Brunswick Muslim Cleric Hate
Drought blamed on lack of faith
By Liam Houlihan
March 11, 2007
Sunday Herald Sun
A LEADING Muslim cleric has blamed the devastating drought, climate change and pollution on Australians' lack of faith in Allah.
Radical sheik Mohammed Omran told followers at his Brunswick mosque
that out-of-control secular scientific values had caused environmental
disaster.
"The fear of Allah is not there. So we have now a polluted earth, a polluted water, a wasteland," he told a meeting this year.
"What are the people now crying for? The prophet told you hundreds of years ago, 'Look after the water'."

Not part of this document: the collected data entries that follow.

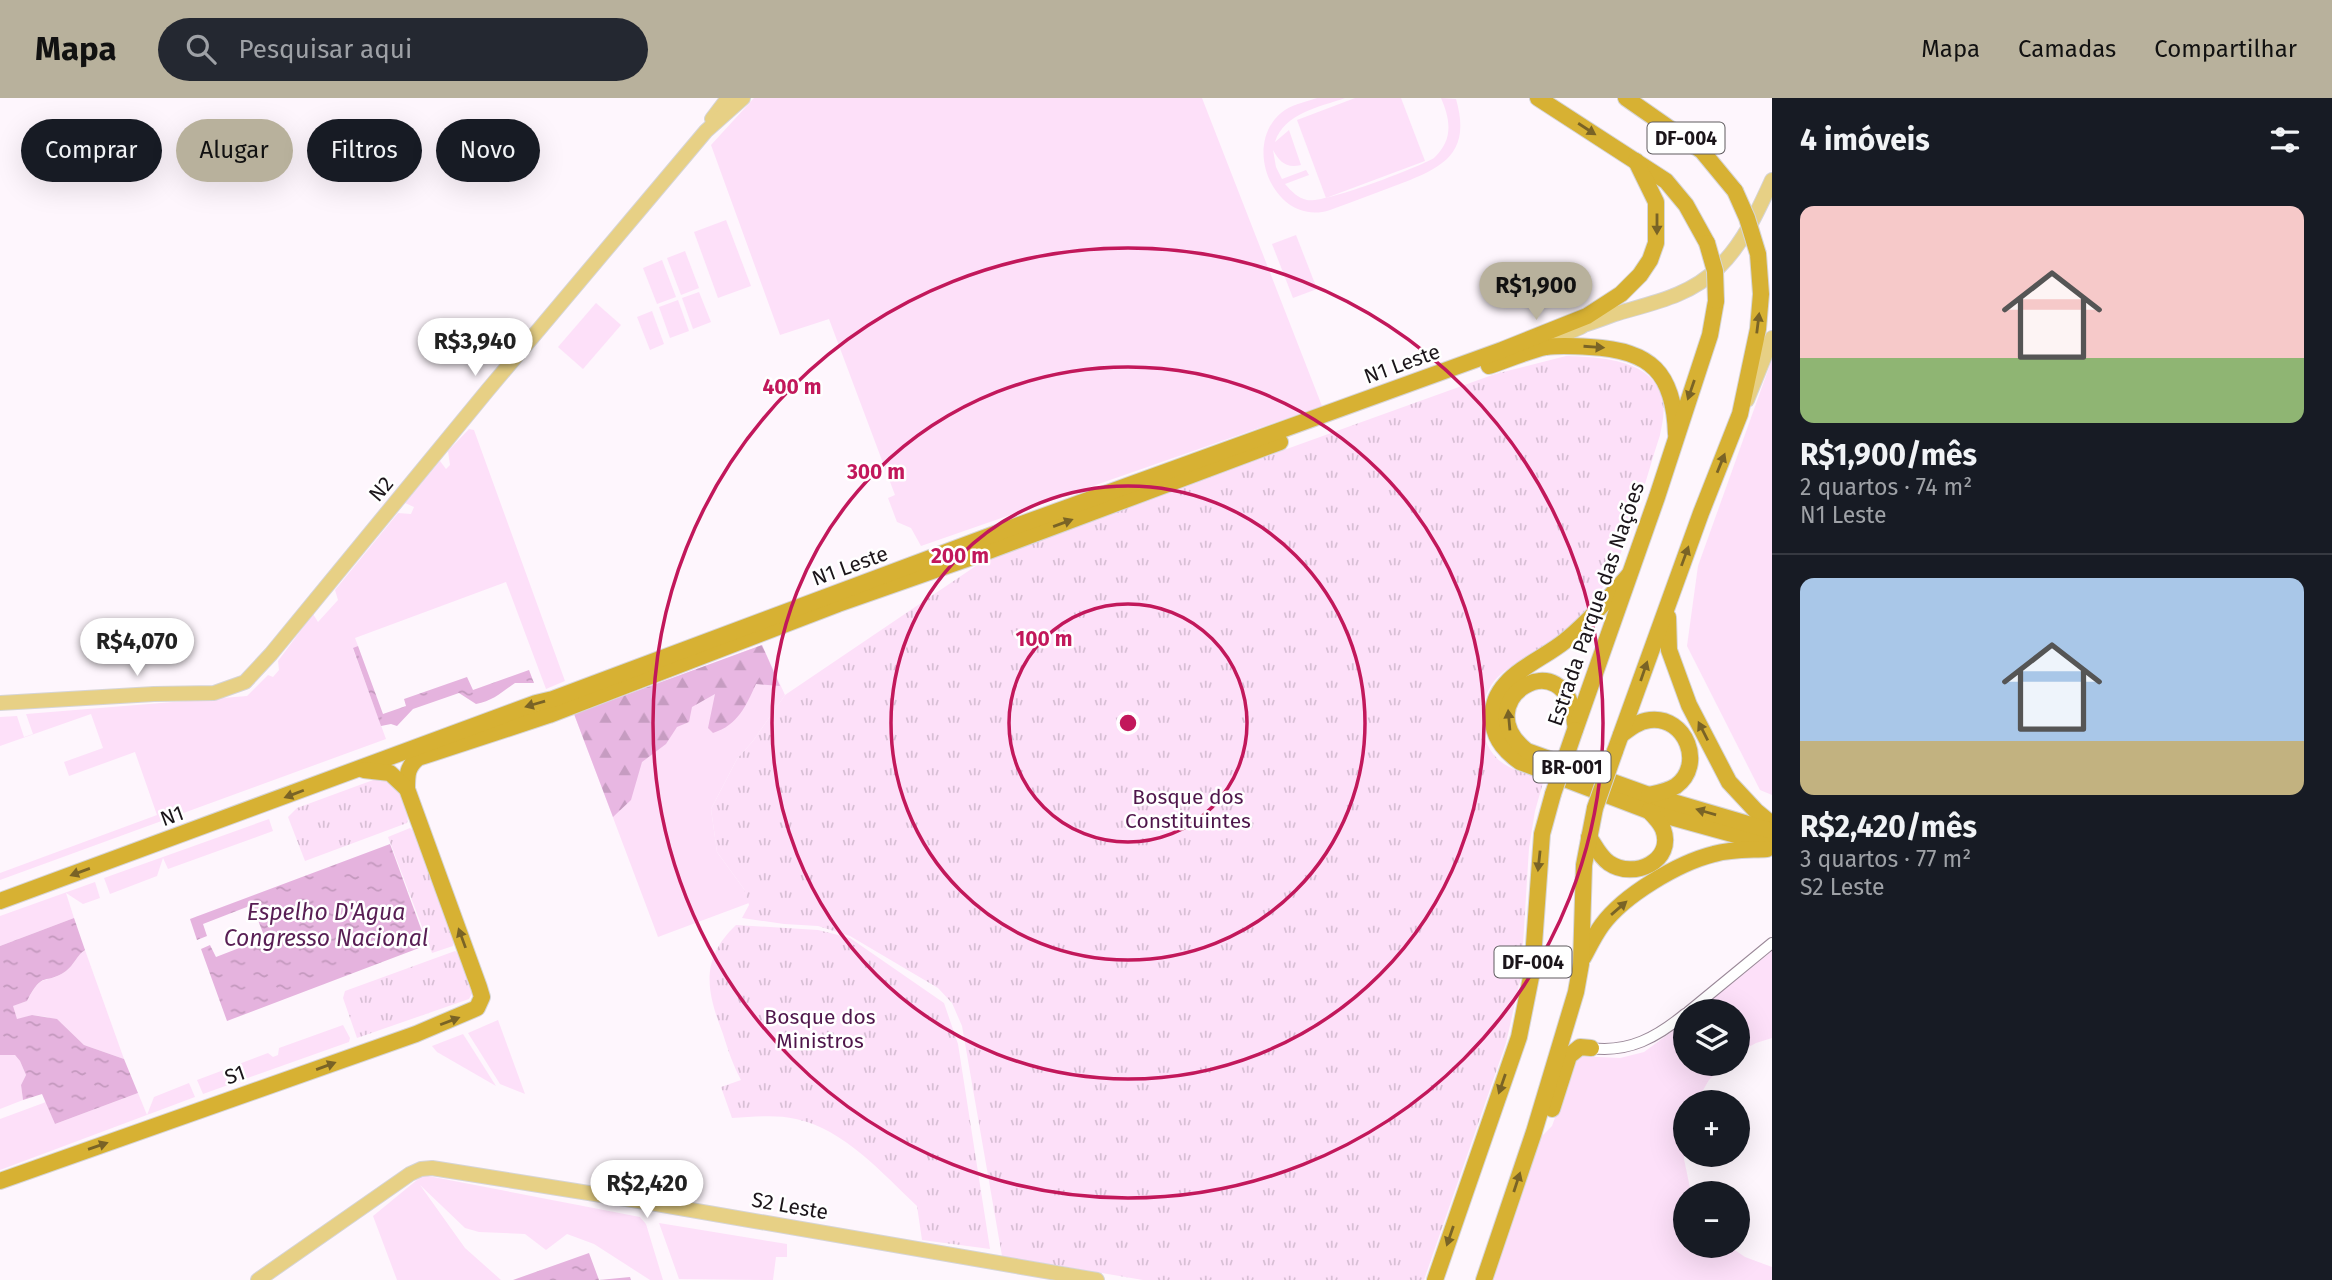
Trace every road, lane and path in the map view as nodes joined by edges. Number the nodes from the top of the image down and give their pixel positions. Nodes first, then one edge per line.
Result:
1 (728, 98) edge
2 (743, 98) edge
3 (1538, 98) edge
4 (1626, 98) edge
5 (706, 131) junction
6 (1636, 161) junction
7 (1772, 180) edge
8 (1772, 338) edge
9 (1503, 356) junction
10 (1740, 414) junction
11 (1676, 434) junction
12 (1629, 575) junction
13 (1669, 599) junction
14 (0, 703) edge
15 (1575, 729) junction
16 (1621, 735) junction
17 (358, 769) junction
18 (407, 789) junction
19 (1649, 803) junction
20 (1772, 824) edge
21 (1772, 831) edge
22 (1589, 837) junction
23 (1772, 847) edge
24 (0, 901) edge
25 (1772, 943) edge
26 (1581, 964) junction
27 (1576, 992) junction
28 (1704, 999) edge
29 (1673, 1024) edge
30 (1591, 1048) junction
31 (1534, 1132) junction
32 (0, 1181) edge
33 (258, 1280) edge
34 (1097, 1280) edge
35 (1435, 1280) edge
36 (1484, 1280) edge

1 - 5 main road, N2
2 - 5 main road, N2
3 -> 6 highway, Estrada Parque das Nações / DF-004
10 -> 4 highway, DF-004, bridge
5 - 14 main road, N2
6 -> 9 highway
6 -> 11 highway, Estrada Parque das Nações / DF-004, bridge
7 - 9 main road, N1 Leste
8 - 10 main road
9 -> 11 highway
9 -> 17 highway, N1 Leste
18 -> 9 highway, N1 Leste
13 -> 10 highway, DF-004
11 - 12 highway, Estrada Parque das Nações / DF-004
12 - 15 highway, Estrada Parque das Nações / DF-004
12 - 19 highway, BR-001
16 -> 13 highway, DF-004
20 -> 13 highway
19 -> 15 highway, BR-001
15 -> 35 highway, Estrada Parque das Nações / DF-004, bridge
16 - 19 highway, BR-001
16 - 22 highway, DF-004, bridge
17 - 18 highway
17 -> 24 highway, N1
32 -> 18 highway, S1
21 -> 19 highway, BR-001
19 - 22 highway
19 - 23 highway, BR-001
22 - 26 highway, DF-004
26 -> 23 highway, BR-001
25 - 28 street
26 - 27 highway, DF-004
27 - 30 highway
27 - 31 highway, DF-004
29 - 30 street
30 - 31 highway
36 -> 31 highway, DF-004
33 - 34 main road, S2 Leste

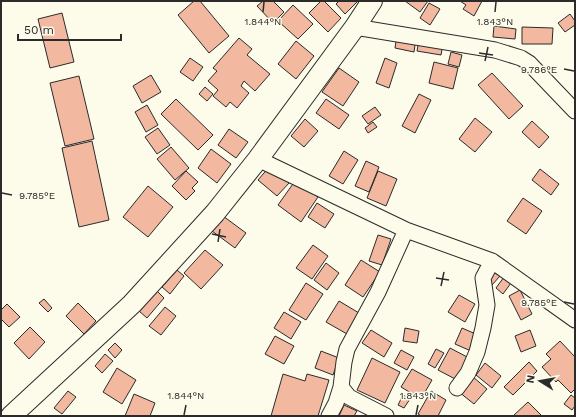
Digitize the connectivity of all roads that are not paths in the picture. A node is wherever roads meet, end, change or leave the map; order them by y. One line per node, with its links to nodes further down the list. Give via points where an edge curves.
1 (372, 1): 2 (main road)
2 (355, 27): 3 (street, via 495,50 521,58 529,63); 4 (main road)
3 (575, 111)
4 (258, 159): 5 (street); 10 (main road, via 215,213 132,304)
5 (406, 230): 6 (street); 8 (street, via 378,292 347,348)
6 (492, 261): 7 (street); 9 (street, via 483,278 487,305 477,352 468,373)
7 (575, 320)
8 (341, 387): 11 (street); 12 (street, via 348,397)
9 (457, 388)
10 (11, 416)
11 (329, 416)
12 (386, 416)

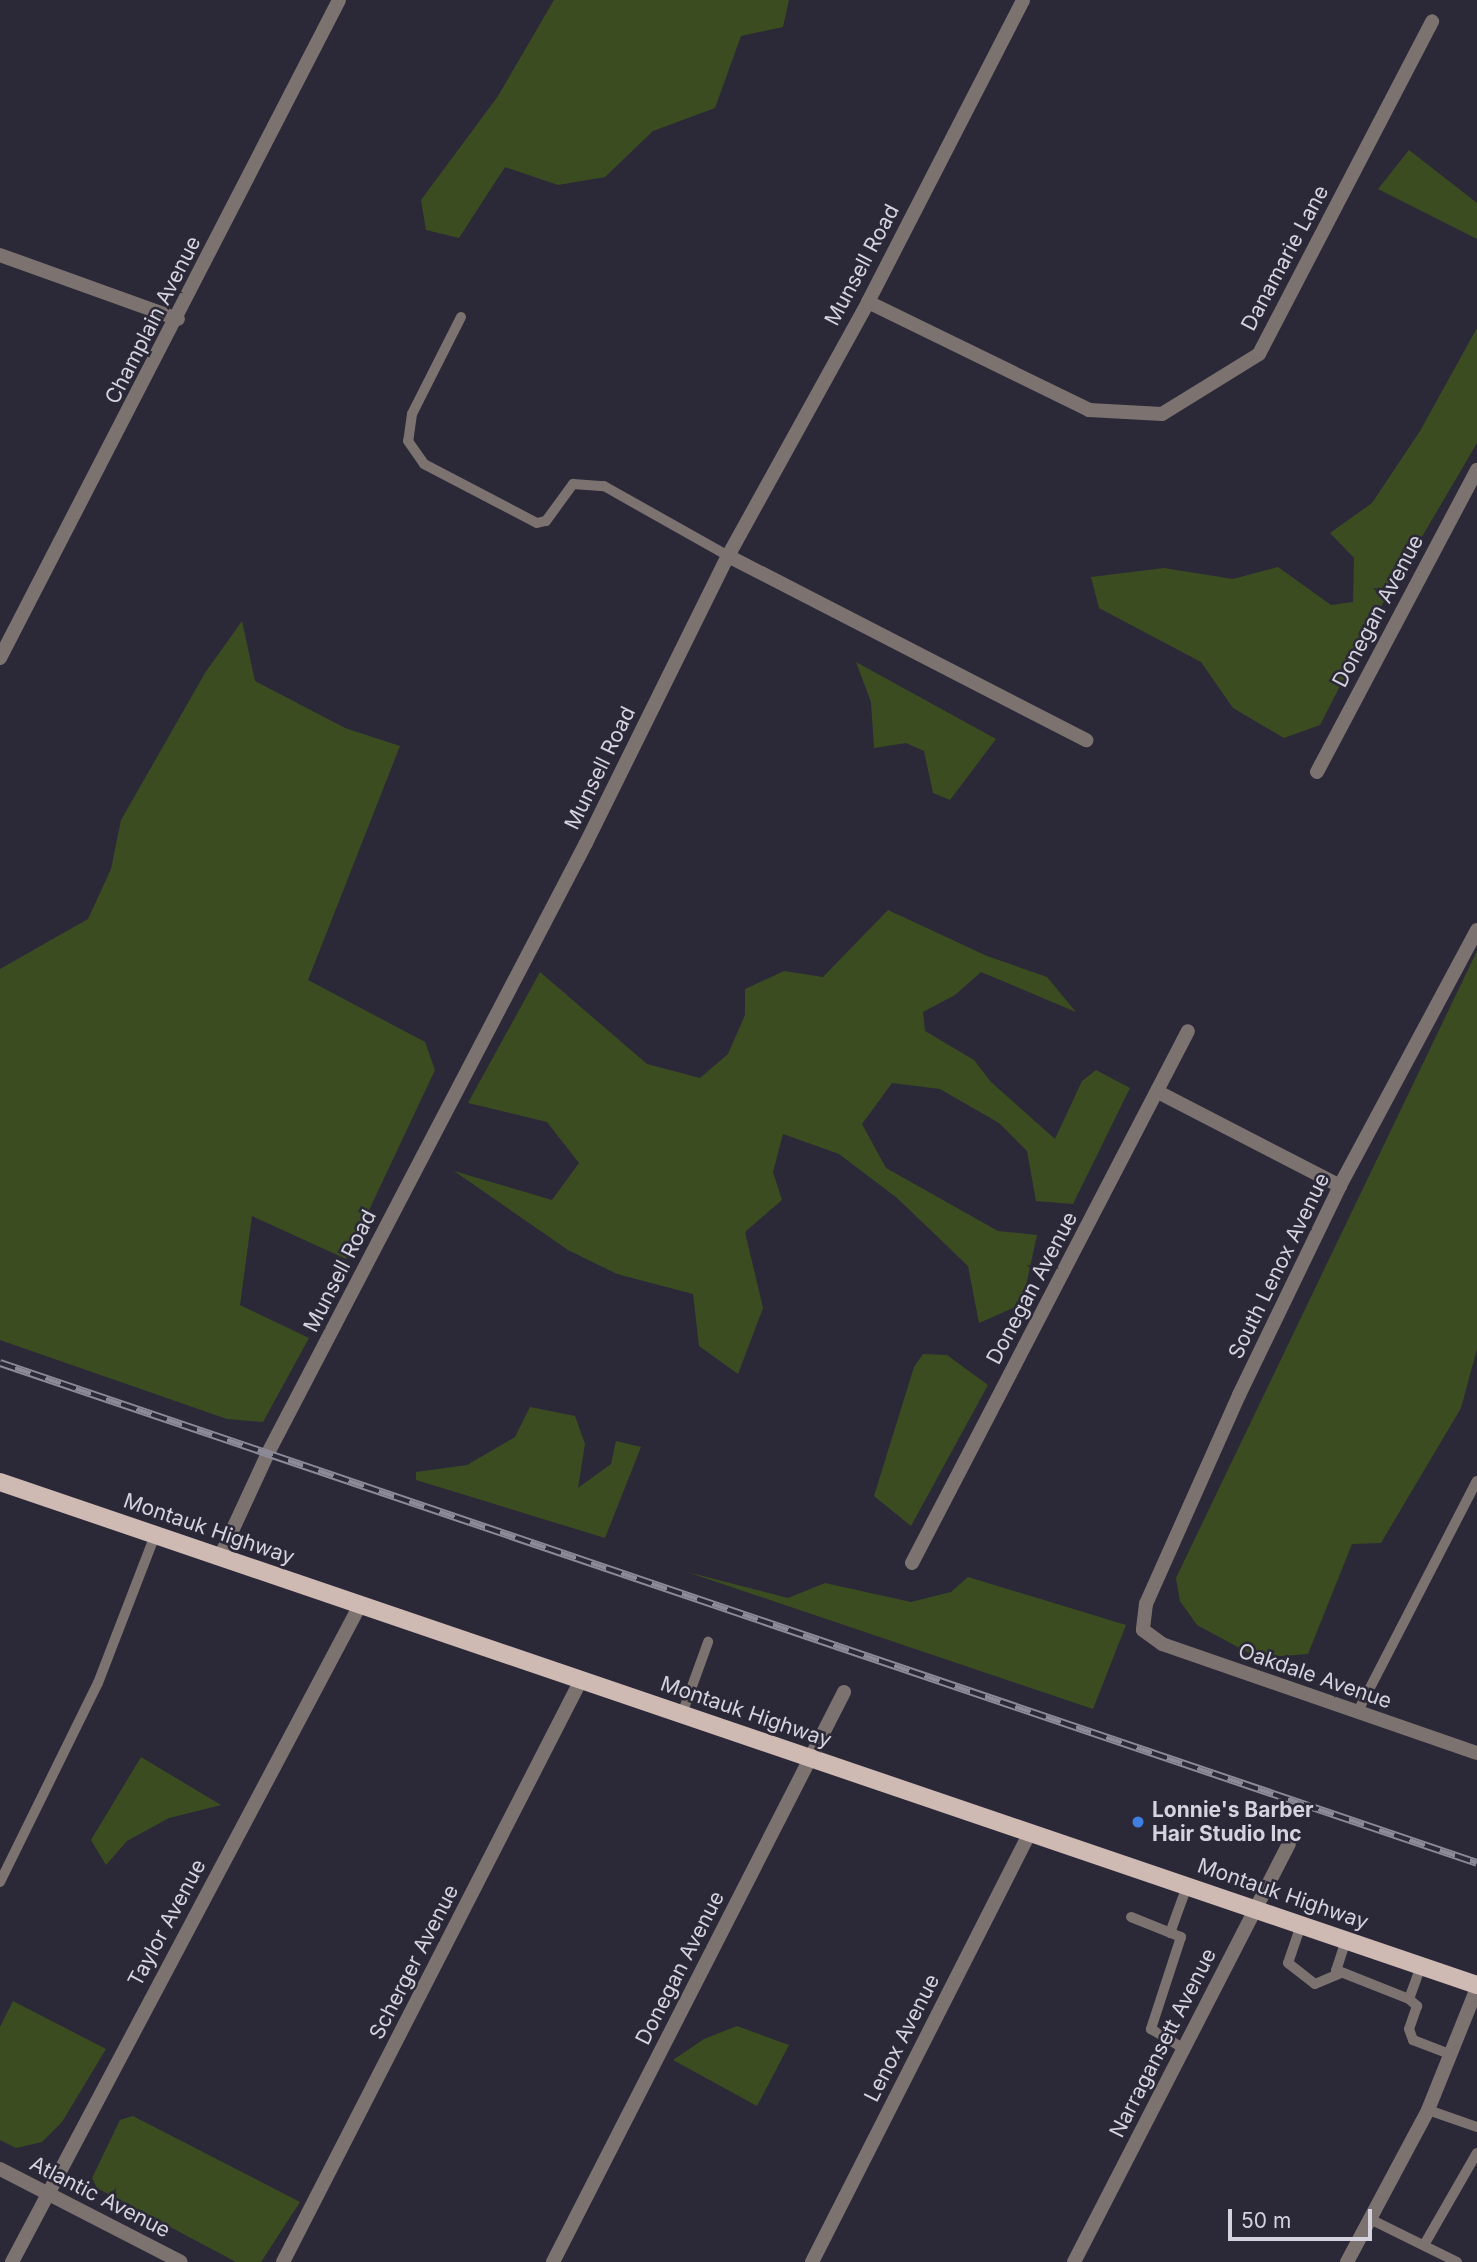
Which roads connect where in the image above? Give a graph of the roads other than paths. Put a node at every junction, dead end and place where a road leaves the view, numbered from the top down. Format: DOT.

A Sunday Herald Sun investigation also found clerics railing against
"evil" democracy, vilifying Jews and Christians and encouraging jihad
and polygamy.
And in a popular DVD selling locally, a foreign sheik exhorts Muslims
to take control of Australia by out-breeding non-believers.
British-based Sheik Abdul Raheem Green forbade Muslims from having
fewer than four children so Australia would become an Islamic state.
Behind the closed doors of some Melbourne mosques and bookshops, sheiks
push for Sharia law, declare Islam at war with the "sick" West and
gloat that September 11 boosted Muslim numbers.
At a Muslim information centre in Coburg, extreme literature shares shelves with DVDs by firebrand sheiks from around the globe.
The centre, run by Abu Hamza, serves Muslims in the northern suburbs.
Many CDs and DVDs there feature London sheik Abdul Raheem Green, who is on an Australian Government watchlist.
On one he tells his audience to Islamise Australia through a Muslim baby boom.
"The birth rate in the Western countries is going down. People are more
interested in their careers . . . they don't want to have babies,"
Sheik Green says in one DVD.
"So don't you think, Muslim brothers and sisters, we've got a bit of an
opportunity here? They're not having babies any more. So what if,
instead, we have the babies?
"In Canada one in three or one in four children being born is a Muslim.
What does that do to the demographic shift of a Muslim population in 20
years' time?
Islamic Council of Victoria spokesman Waleed Aly said he was
disappointed though not surprised by the Sunday Herald Sun's
discoveries.
But he said extremist speech and literature was confined to only a couple of Melbourne groups.
"If I walked into (Omran's group) or (Hamza's centre) it wouldn't surprise me," he said.
Mr Aly said he believed Muslims were radicalised by "cult-like peer groups", not hate literature.